There was a long pause.

"Cowboy? You still there?"

"Yeah," Cowboy said.

"Anything at Sityatki tonight?"

"Nothing much," Cowboy said.

"But something?"

"Nothing for tourists," Dashee said.

"What is it?"

"Well, it's something we call Astotokaya. It means Washing of the Hair. It's private. Sort of an initiation ceremony into the religious societies of the village."

It didn't sound to Chee like the sort of thing that would be useful to West.

"Does it draw a big crowd? I think that's what we're looking for."

Dashee laughed. "Just the opposite—they close the roads. Nobody is supposed to come in. Everybody is supposed to stay indoors, not even look out the windows. People who live in houses that look out on the kivas, they move out. Nobody stirs except the people working on the initiation in the kivas and the young people getting initiated. And they don't come out until dawn."

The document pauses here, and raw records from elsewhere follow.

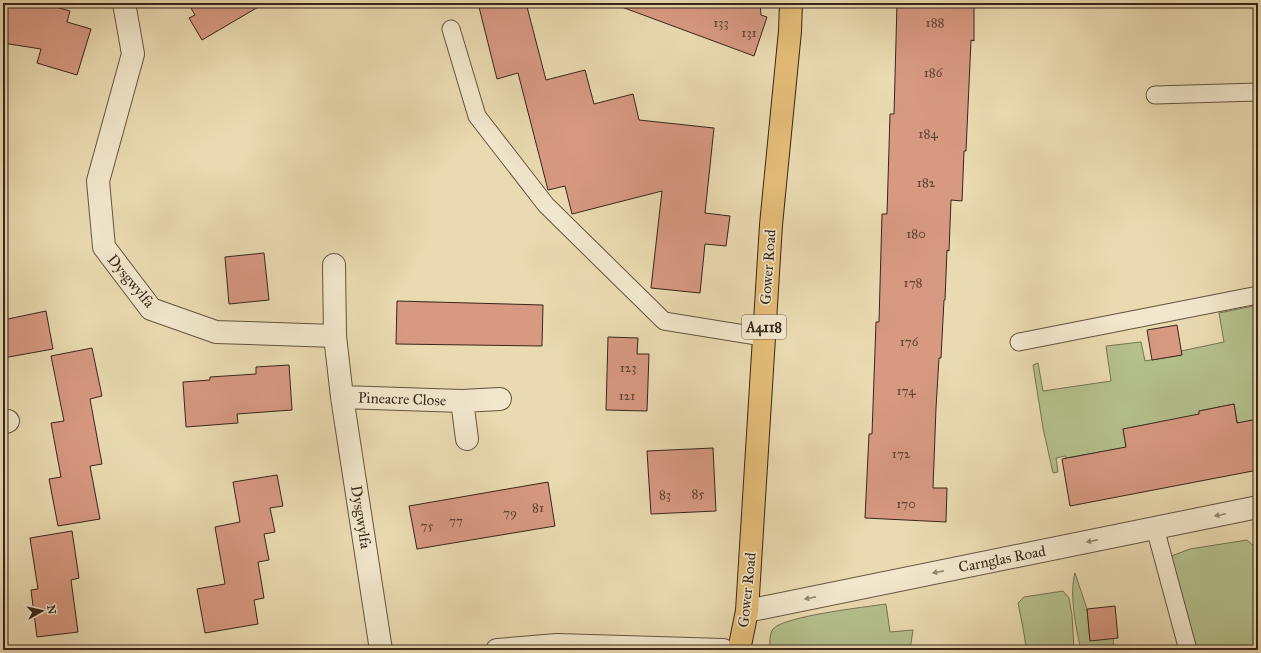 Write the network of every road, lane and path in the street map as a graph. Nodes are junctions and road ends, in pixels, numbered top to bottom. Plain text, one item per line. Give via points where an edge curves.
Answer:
1 (124, 3) edge
2 (791, 3) edge
3 (451, 29) dead end
4 (1258, 92) edge
5 (1155, 95) dead end
6 (334, 265) dead end
7 (1258, 295) edge
8 (335, 336) junction
9 (763, 337) junction
10 (1019, 342) dead end
11 (342, 397) junction
12 (500, 399) dead end
13 (462, 401) junction
14 (467, 439) dead end
15 (1258, 507) edge
16 (1155, 528) junction
17 (747, 611) junction
18 (381, 650) edge
19 (497, 650) edge
20 (723, 650) edge
21 (739, 650) edge
22 (1188, 650) edge

1 - 8 street, Dysgwylfa via 133,54 98,180 104,247 151,309 216,332
2 - 9 main road, Gower Road / A4118 via 770,225
3 - 9 lane via 477,116 546,205 664,321
4 - 5 lane
6 - 8 street, Dysgwylfa
7 - 10 lane
8 - 11 street, Dysgwylfa
9 - 17 main road, Gower Road / A4118
11 - 13 street, Pineacre Close
11 - 18 street, Dysgwylfa
12 - 13 street, Pineacre Close
13 - 14 street, Pineacre Close
15 -> 16 street, Carnglas Road
16 -> 17 street, Carnglas Road
16 - 22 lane
17 - 21 main road, Gower Road / A4118
19 - 20 street via 557,645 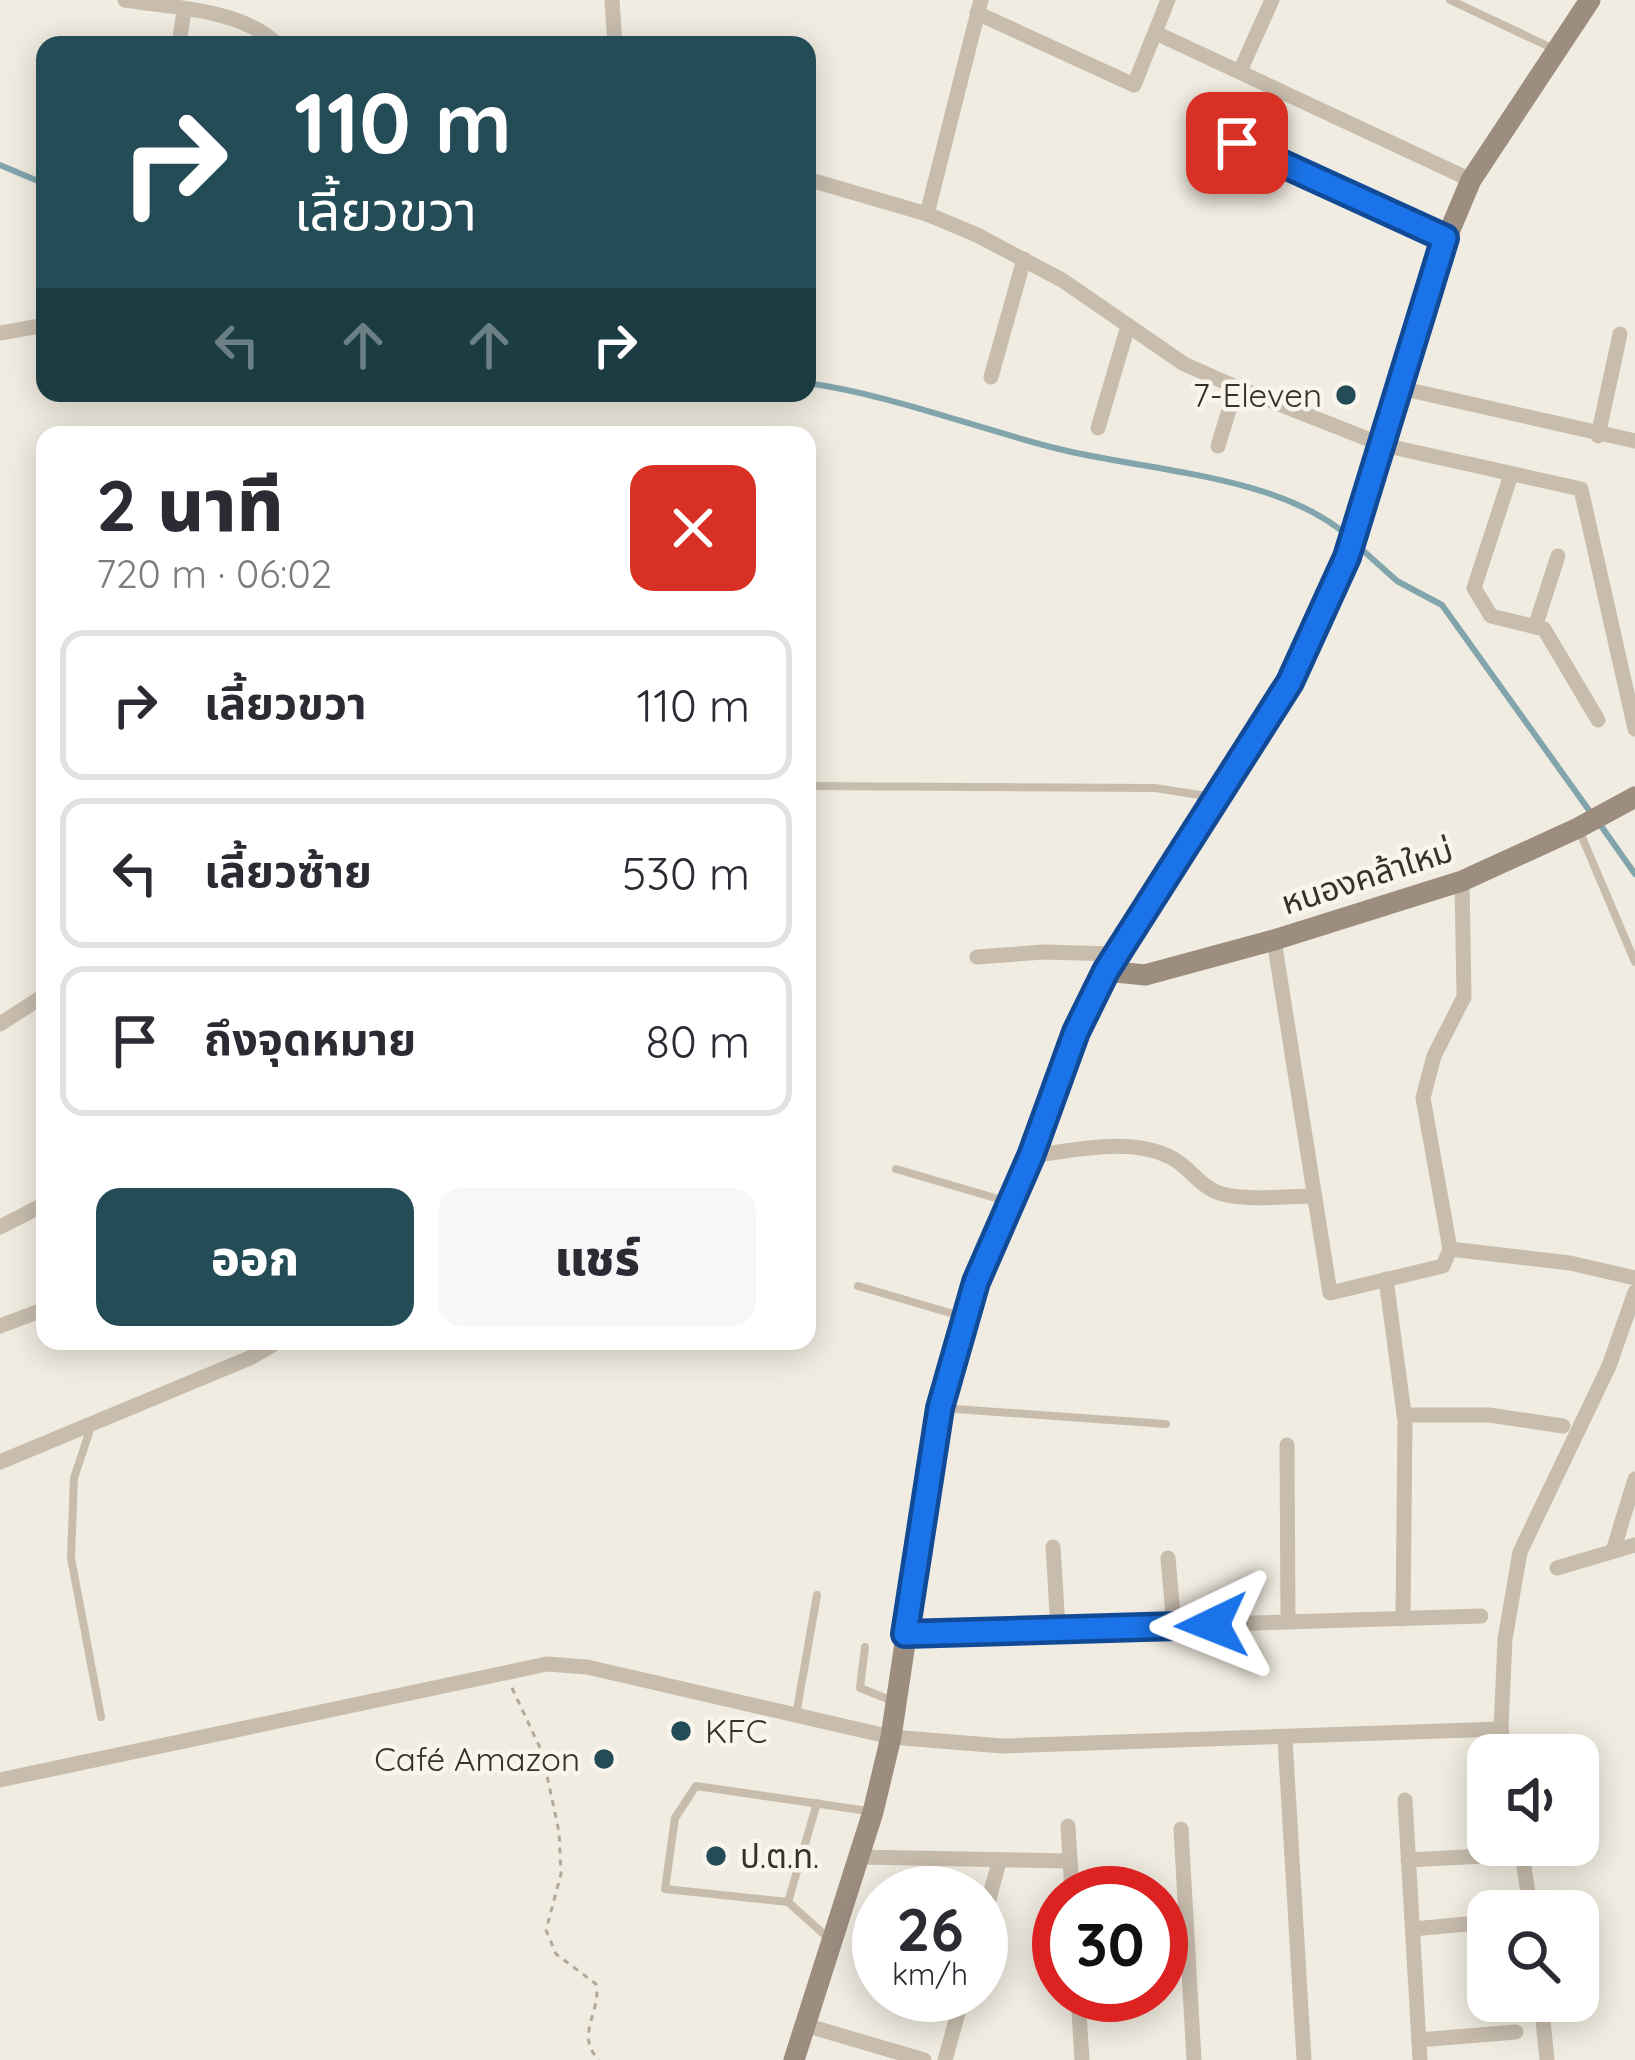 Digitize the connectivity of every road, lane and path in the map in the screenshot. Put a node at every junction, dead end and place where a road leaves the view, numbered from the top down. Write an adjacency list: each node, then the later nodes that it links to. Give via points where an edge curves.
1 (125, 0): 9 (street)
2 (612, 0): 13 (street)
3 (1168, 0): 10 (street)
4 (1272, 0): 15 (street)
5 (1450, 0): 14 (lane)
6 (1589, 0): 14 (main road)
7 (979, 7): 10 (street, via 1134,85); 19 (street)
8 (214, 8): 9 (street); 12 (street)
9 (184, 10): 11 (street)
10 (1156, 33): 15 (street)
11 (180, 36)
12 (270, 36)
13 (614, 36)
14 (1559, 51): 17 (main road)
15 (1240, 69): 17 (street)
16 (1196, 124): 20 (lane)
17 (1471, 180): 20 (main road)
18 (816, 182): 19 (street)
19 (927, 214): 21 (street)
20 (1445, 238): 28 (main road)
21 (1024, 260): 22 (street); 26 (street)
22 (1128, 326): 27 (street); 29 (street)
23 (36, 327): 24 (street)
24 (0, 333)
25 (1620, 334): 30 (street)
26 (991, 377)
27 (1236, 387): 32 (street); 33 (street)
28 (1400, 388): 30 (street); 33 (main road)
29 (1098, 428)
30 (1598, 436): 31 (street)
31 (1635, 441)
32 (1218, 446)
33 (1383, 446): 34 (street); 41 (main road, via 1347,557 1290,682)
34 (1511, 475): 36 (street, via 1474,588 1491,616); 38 (street, via 1581,490)
35 (1558, 556): 36 (street)
36 (1535, 626): 37 (street, via 1544,628)
37 (1598, 720)
38 (1635, 729)
39 (816, 786): 41 (lane, via 1155,788)
40 (1635, 797): 42 (main road, หนองคล้าใหม่)
41 (1215, 798): 46 (main road)
42 (1581, 826): 43 (main road, หนองคล้าใหม่); 47 (lane)
43 (1462, 881): 44 (main road, หนองคล้าใหม่); 56 (street, via 1464,997 1423,1098)
44 (1274, 940): 46 (main road, หนองคล้าใหม่, via 1145,975); 52 (street)
45 (976, 957): 46 (street, via 1044,952)
46 (1111, 962): 50 (main road)
47 (1635, 962)
48 (36, 1001): 49 (street)
49 (0, 1024)
50 (1031, 1156): 52 (street, via 1148,1149 1224,1194); 53 (main road)
51 (896, 1169): 53 (lane)
52 (1316, 1196): 58 (street, via 1330,1293)
53 (1011, 1203): 62 (main road)
54 (36, 1209): 55 (street)
55 (0, 1227)
56 (1450, 1249): 57 (street); 58 (street, via 1443,1265)
57 (1635, 1278)
58 (1386, 1279): 68 (street)
59 (858, 1286): 62 (lane)
60 (1635, 1292): 66 (street)
61 (36, 1312): 63 (street)
62 (965, 1317): 67 (main road)
63 (0, 1326)
64 (1635, 1349): 66 (street)
65 (264, 1350): 70 (street)
66 (1613, 1354): 92 (street, via 1520,1552 1505,1640)
67 (940, 1408): 69 (lane); 86 (main road)
68 (1404, 1415): 71 (street); 82 (street)
69 (1166, 1424)
70 (91, 1425): 73 (street); 91 (lane, via 74,1478 71,1558)
71 (1563, 1426)
72 (1287, 1445): 83 (street)
73 (0, 1462)
74 (1635, 1479): 77 (street)
75 (1635, 1545): 77 (street)
76 (1053, 1547): 85 (street)
77 (1613, 1551): 79 (street)
78 (1168, 1558): 84 (street)
79 (1557, 1568)
80 (817, 1595): 90 (lane)
81 (1481, 1616): 82 (street)
82 (1403, 1619): 83 (street)
83 (1288, 1622): 84 (street)
84 (1174, 1626): 85 (street)
85 (1058, 1629): 86 (street)
86 (905, 1634): 89 (main road)
87 (866, 1647): 89 (lane, via 860,1688)
88 (508, 1671): 90 (street, via 587,1667); 96 (street); 119 (path, via 542,1752 560,1832 562,1874 546,1930 556,1954 596,1984 586,2032)
89 (897, 1703): 94 (main road)
90 (796, 1715): 94 (street)
91 (101, 1717)
92 (1502, 1729): 93 (street); 95 (street)
93 (1503, 1734)
94 (891, 1737): 95 (street, via 1002,1746); 99 (main road)
95 (1285, 1739): 125 (street)
96 (0, 1780)
97 (1405, 1799): 104 (street)
98 (817, 1803): 99 (lane); 109 (lane); 109 (lane, via 696,1786 675,1818 665,1889)
99 (873, 1812): 103 (main road)
100 (1068, 1826): 105 (street)
101 (1181, 1829): 124 (street)
102 (1467, 1854): 104 (street)
103 (859, 1857): 106 (street); 112 (main road)
104 (1408, 1860): 111 (street)
105 (1070, 1861): 106 (street); 108 (street)
106 (999, 1862): 107 (street)
107 (998, 1866)
108 (1070, 1866)
109 (788, 1903): 112 (lane)
110 (1467, 1924): 111 (street)
111 (1412, 1929): 118 (street)
112 (832, 1942): 116 (main road)
113 (955, 2022): 122 (street)
114 (1080, 2022): 123 (street)
115 (1543, 2022): 127 (street)
116 (806, 2025): 120 (main road); 121 (street)
117 (1516, 2032): 118 (street)
118 (1419, 2040): 126 (street)
119 (599, 2060)
120 (794, 2060)
121 (924, 2060)
122 (944, 2060)
123 (1082, 2060)
124 (1194, 2060)
125 (1304, 2060)
126 (1420, 2060)
127 (1546, 2060)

"Tell me about it," Chee said. The disappointment was gone. He thought he knew, now, where West would set up his rendezvous.

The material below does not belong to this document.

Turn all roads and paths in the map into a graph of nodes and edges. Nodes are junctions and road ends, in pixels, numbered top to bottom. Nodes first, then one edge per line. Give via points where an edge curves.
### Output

Cowboy was reluctant. "It's confidential," he said. "Some of that stuff we're not really supposed to talk about."

"I think it might be important," Chee said. "A funny thing happened yesterday. I was at the cultural center, and the clerk got called away from the desk, and the telephone was ringing, so Miss Pauling went over there and worked the switchboard and—"

"I heard about that fire," Dashee said. "You start that fire?"

"Why would I start a fire?" Chee asked. "What I'm trying to tell you is Miss Pauling overheard this guy telling Gaines that the people who owned the cocaine could buy it back for five hundred thousand dollars. He said they should have the money available in two briefcases by nine o'clock Friday night. And he said he'd be back in touch to say where the trade-off would be made."

"How'd you know when to start the fire?" Dashee said. "How'd you know when that call was coming? You son of a bitch, you almost burned down the cultural center."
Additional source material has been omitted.